The department which was named ethnography earlier was renamed and called now Anthropology and Archaeology. There is no particular organization to hire graduates as ethnographers in Afghanistan. Around 2,000 male and female students were graduated from the Anthropology and Archaeology department, since 1982. As per estimates around 60 students graduated, annually, in the past 33 years. They were hired by different governmental and non-governmental organizations, he said.

Some of the graduates were recruited by the Academy of Sciences of Afghanistan, the archaeology department of the Ministry of Information and Culture, Kabul municipality, Afghanistan Anthropology, UNESCO, and  Agha Khan Foundation. A bunch of these graduates had high marks and were hired as lecturers in different universities in Kabul, Bamyan and Mazar-e-Sharif.

Currently, there are 230 senior students, including 40 females at the ethnography department.

When asked whether the students were visiting the ethnography museum of the Academy of Sciences of Afghanistan at the Shah Bubo Jan Palace in Kabul, he said that a few times the students visited the museum along with him.

Head of the ethnography museum, Toba Abawi, said that some students and researchers visited the ethnography museum as it is the first museum established for research when Hamid Karzai was president.

She believes that ethnography is new as a subject and at the initial stage. It introduces the different ethnic groups living in Afghanistan.

Ethnography as sub-field of anthropology has been changed much in the past several years but is still under development. It studies the cultural differences in a society from economic, cultural, social and ideological point of view, she said.

She said that there are more than 1,000 of ethnographic pieces from tribes living in different provinces.

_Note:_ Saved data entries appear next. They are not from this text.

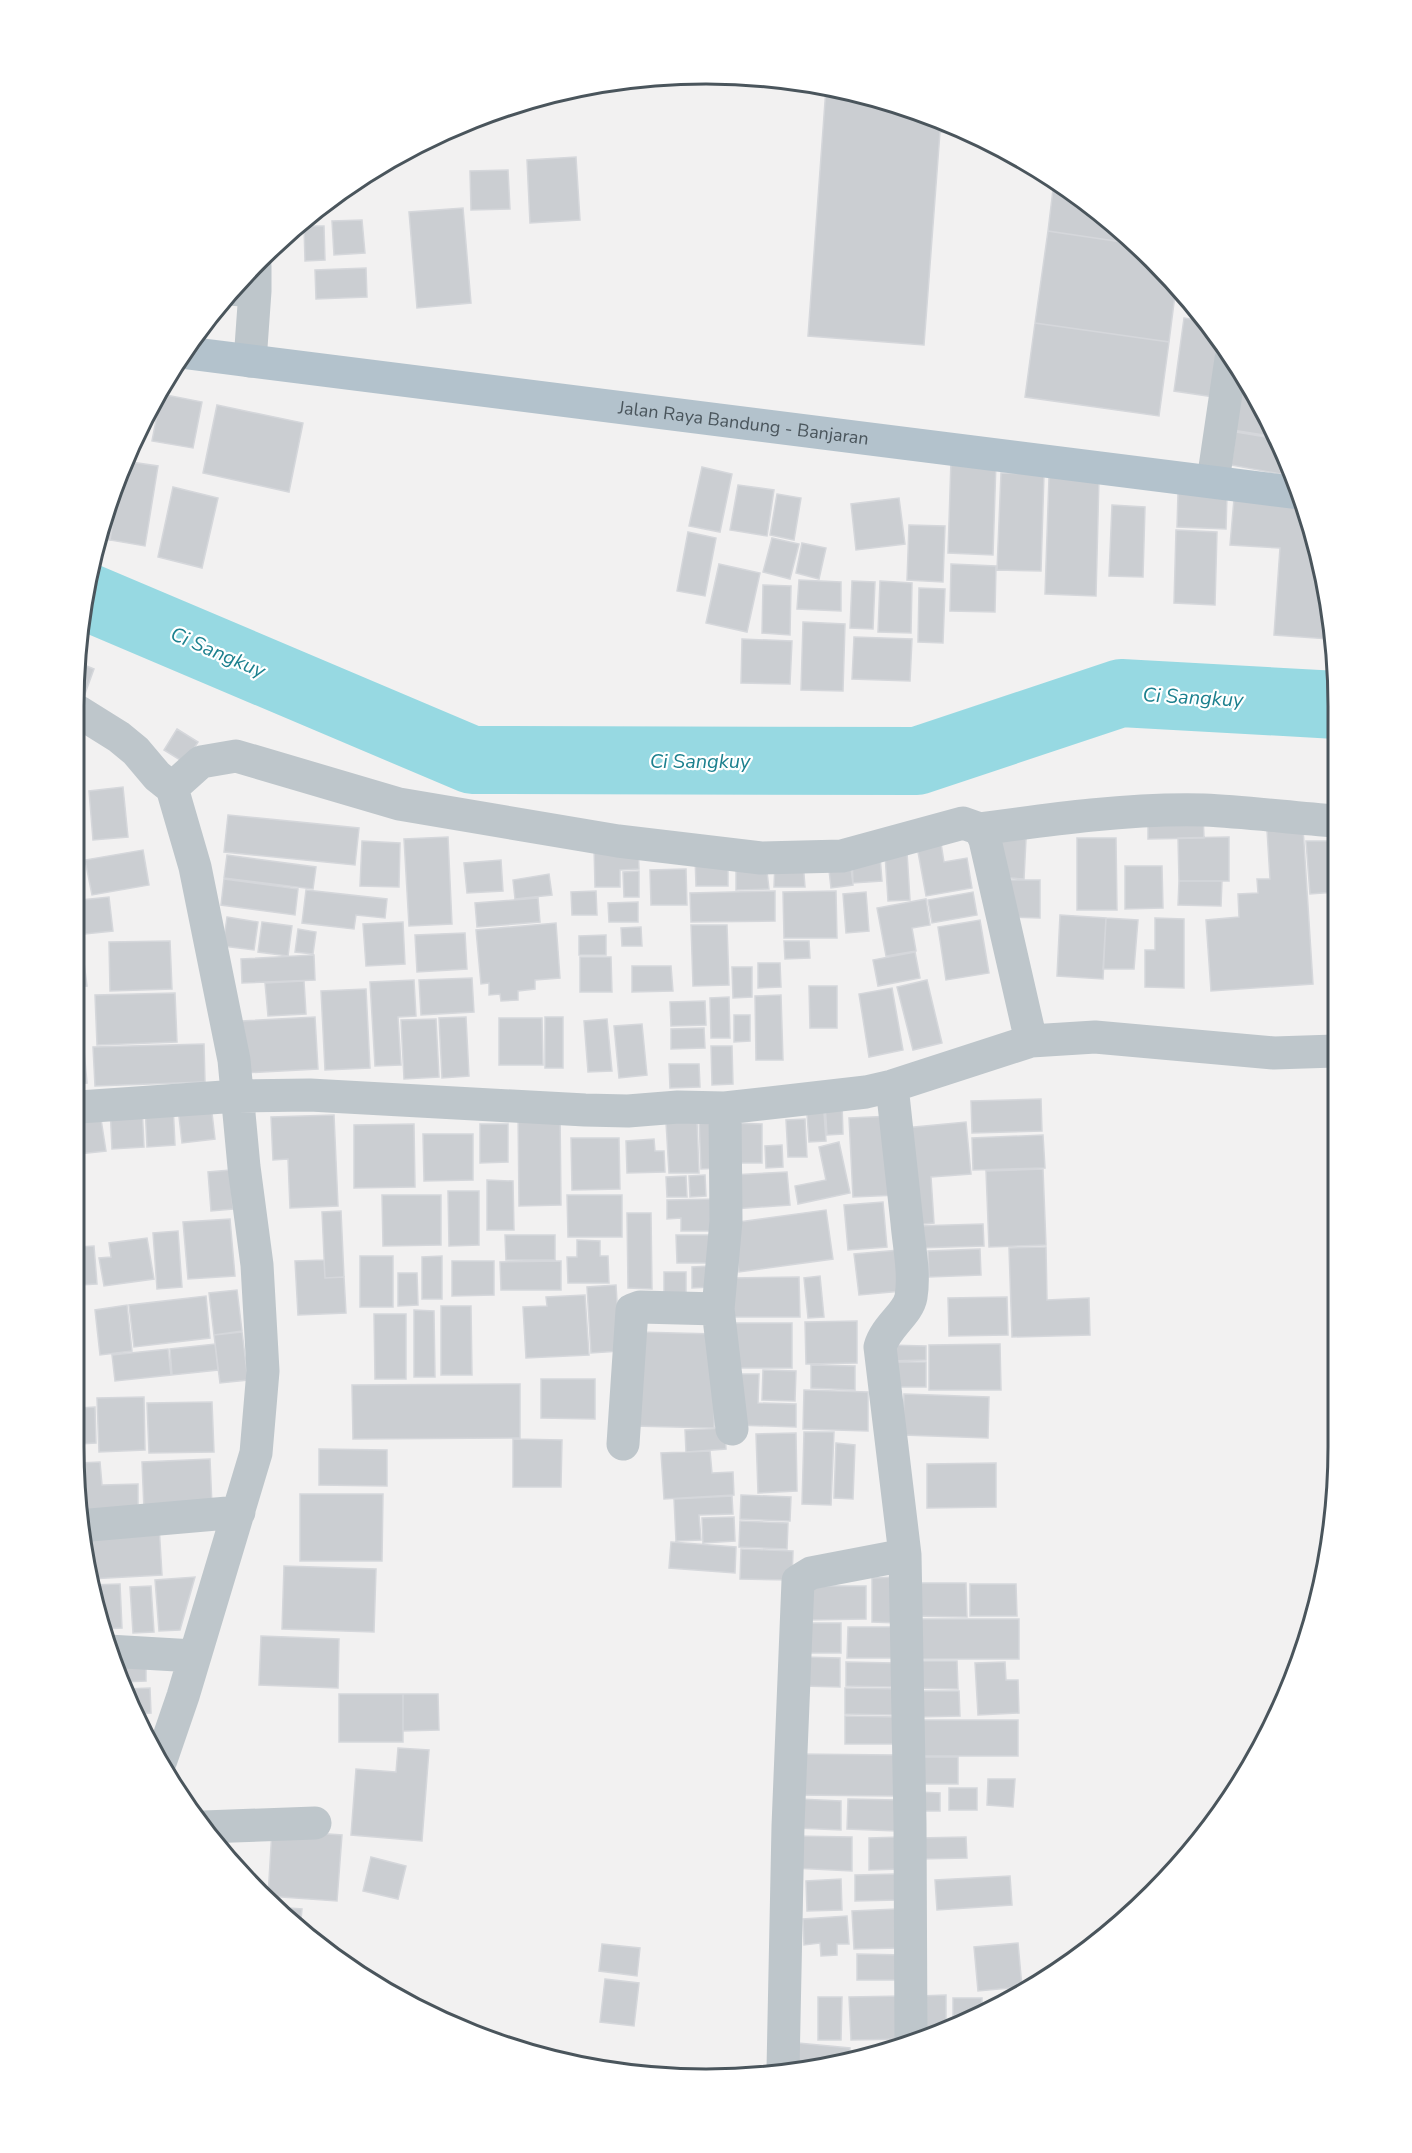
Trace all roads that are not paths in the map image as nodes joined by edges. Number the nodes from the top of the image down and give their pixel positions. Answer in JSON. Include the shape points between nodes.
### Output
{"nodes":[{"id":1,"x":247,"y":286,"type":"edge"},
{"id":2,"x":194,"y":354,"type":"edge"},
{"id":3,"x":250,"y":361,"type":"junction"},
{"id":4,"x":1229,"y":370,"type":"edge"},
{"id":5,"x":1214,"y":482,"type":"junction"},
{"id":6,"x":1290,"y":492,"type":"edge"},
{"id":7,"x":84,"y":715,"type":"edge"},
{"id":8,"x":172,"y":788,"type":"junction"},
{"id":9,"x":1328,"y":820,"type":"edge"},
{"id":10,"x":980,"y":829,"type":"junction"},
{"id":11,"x":1031,"y":1041,"type":"junction"},
{"id":12,"x":1328,"y":1051,"type":"edge"},
{"id":13,"x":892,"y":1086,"type":"junction"},
{"id":14,"x":238,"y":1096,"type":"junction"},
{"id":15,"x":84,"y":1107,"type":"edge"},
{"id":16,"x":725,"y":1108,"type":"junction"},
{"id":17,"x":718,"y":1309,"type":"junction"},
{"id":18,"x":732,"y":1429,"type":"dead end"},
{"id":19,"x":623,"y":1444,"type":"dead end"},
{"id":20,"x":239,"y":1512,"type":"junction"},
{"id":21,"x":89,"y":1525,"type":"edge"},
{"id":22,"x":905,"y":1555,"type":"junction"},
{"id":23,"x":119,"y":1652,"type":"edge"},
{"id":24,"x":194,"y":1656,"type":"junction"},
{"id":25,"x":164,"y":1752,"type":"edge"},
{"id":26,"x":315,"y":1823,"type":"dead end"},
{"id":27,"x":214,"y":1827,"type":"edge"},
{"id":28,"x":911,"y":2034,"type":"edge"},
{"id":29,"x":783,"y":2064,"type":"edge"}],
"edges":[{"from":1,"to":3,"type":"street"},
{"from":2,"to":3,"type":"main road","name":"Jalan Raya Bandung - Banjaran"},
{"from":3,"to":5,"type":"main road","name":"Jalan Raya Bandung - Banjaran"},
{"from":4,"to":5,"type":"street"},
{"from":5,"to":6,"type":"main road","name":"Jalan Raya Bandung - Banjaran"},
{"from":7,"to":8,"type":"street","via":[[136,751]]},
{"from":8,"to":10,"type":"street","via":[[201,762],[236,756],[399,804],[618,841],[761,858],[842,856],[963,823]]},
{"from":8,"to":14,"type":"street","via":[[195,867]]},
{"from":9,"to":10,"type":"street","via":[[1203,810],[1052,819]]},
{"from":10,"to":11,"type":"street"},
{"from":11,"to":12,"type":"street","via":[[1095,1037],[1274,1053]]},
{"from":11,"to":13,"type":"street"},
{"from":13,"to":16,"type":"street"},
{"from":13,"to":22,"type":"street","via":[[911,1298],[891,1324],[880,1347]]},
{"from":14,"to":15,"type":"street"},
{"from":14,"to":16,"type":"street","via":[[310,1095],[585,1110]]},
{"from":14,"to":20,"type":"street","via":[[257,1265],[263,1371],[256,1453]]},
{"from":16,"to":17,"type":"street","via":[[726,1221]]},
{"from":17,"to":18,"type":"street"},
{"from":17,"to":19,"type":"street","via":[[632,1310]]},
{"from":20,"to":21,"type":"street"},
{"from":20,"to":24,"type":"street"},
{"from":22,"to":28,"type":"street"},
{"from":22,"to":29,"type":"street","via":[[811,1573],[798,1581]]},
{"from":23,"to":24,"type":"street"},
{"from":24,"to":25,"type":"street"},
{"from":26,"to":27,"type":"street"}]}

Dresses, decoration pieces, copper, stone, mud and wood-made utensils are the exquisites of a number of provinces including Nuristan, Kunar, and Nangarhar. These valuable items date back to Gandahara civilization which stretched from Indus River to Oxus River, said Ms Abawi.

Turkmen and Kazak makeshift-houses and different types of female embroidery dresses which are representing women of northern Afghanistan had been kept in the same ethnography museum, she said.

Ornaments, decorative items and dresses representing different ethnic groups including Baloch, Hazara, Uzbek, Turkmen and Nuristanis are kept in the same museum. Besides that tens of other items representing the way of life of different ethnic groups have been kept in the museum. The ethnography museum could be seen as the first research center in the country which helps the researchers.

Abdul Saber Junbish, an Afghan writer, said that the ethnography was not popularized as it was required. He suggested that school students should be informed about this subject.

Junbesh said the ethnography museum still needs more cultural pieces to represent the different ethnic groups in better manner, however, to purchase the pieces that are in possession of people need sufficient budget to buy.

“There are stone pots used some 90 years ago in Shutul district of Panjshir province, guns taken from British troops, horse saddle, kandos [mud-made large pot used for storing wheat] and wooden sandals that the government should purchase from people and put on display in the museum for visitors,” he said.

He is of the opinion that still many people don’t know about the ethnography museum and its importance. He urged the government to tell public about the museum through media. Junbesh added that it would generate revenue for the government as well.

Chief of the national museum of Afghanistan in the Ministry of Information and Culture, Omara Khan Masoodi, told Afghanistan Times that around 50 percent of the staffs are graduates of the Anthropology and Archaeology department.